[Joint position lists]
○ ○ ○ ○ ○ ○ ○
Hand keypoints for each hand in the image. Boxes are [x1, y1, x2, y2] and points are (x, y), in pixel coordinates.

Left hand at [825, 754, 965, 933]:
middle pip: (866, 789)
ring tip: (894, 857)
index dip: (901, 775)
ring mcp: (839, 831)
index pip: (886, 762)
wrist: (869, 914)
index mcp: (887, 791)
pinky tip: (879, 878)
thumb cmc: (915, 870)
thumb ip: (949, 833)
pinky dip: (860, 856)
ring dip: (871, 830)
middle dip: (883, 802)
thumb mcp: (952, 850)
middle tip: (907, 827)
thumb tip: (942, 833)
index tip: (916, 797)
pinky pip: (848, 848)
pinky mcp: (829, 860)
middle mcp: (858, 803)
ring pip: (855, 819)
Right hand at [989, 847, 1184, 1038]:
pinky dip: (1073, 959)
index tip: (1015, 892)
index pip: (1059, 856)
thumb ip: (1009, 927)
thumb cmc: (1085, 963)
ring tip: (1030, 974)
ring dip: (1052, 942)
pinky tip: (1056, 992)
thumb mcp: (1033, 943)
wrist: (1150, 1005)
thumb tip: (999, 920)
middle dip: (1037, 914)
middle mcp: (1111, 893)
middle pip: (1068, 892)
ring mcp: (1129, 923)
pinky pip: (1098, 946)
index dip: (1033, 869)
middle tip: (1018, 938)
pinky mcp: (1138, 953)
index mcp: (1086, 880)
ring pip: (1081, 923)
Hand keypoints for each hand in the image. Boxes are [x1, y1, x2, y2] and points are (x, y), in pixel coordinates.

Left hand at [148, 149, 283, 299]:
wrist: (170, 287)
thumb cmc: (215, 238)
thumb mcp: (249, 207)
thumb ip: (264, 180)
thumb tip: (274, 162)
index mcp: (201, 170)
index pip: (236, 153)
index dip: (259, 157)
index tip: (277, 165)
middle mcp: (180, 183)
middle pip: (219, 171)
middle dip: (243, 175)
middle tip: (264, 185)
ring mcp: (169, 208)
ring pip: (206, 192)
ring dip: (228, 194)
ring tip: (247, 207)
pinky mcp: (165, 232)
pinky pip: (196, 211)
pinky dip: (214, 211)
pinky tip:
○ ○ ○ ○ ○ ○ ○
*Work item*. Please output only the lines from the first line of the entries through the line with "index mcp: (887, 791)", both included, exactly as written.

*Finished exercise*.
Hand keypoints for each hand in the image. Boxes are [x1, y1, x2, y2] and points are (x, y), in pixel coordinates.

Left hand at [825, 754, 965, 933]:
middle pip: (866, 789)
ring tip: (894, 857)
index dip: (901, 775)
ring mcp: (839, 831)
index pip: (886, 762)
wrist: (869, 914)
index mcp: (887, 791)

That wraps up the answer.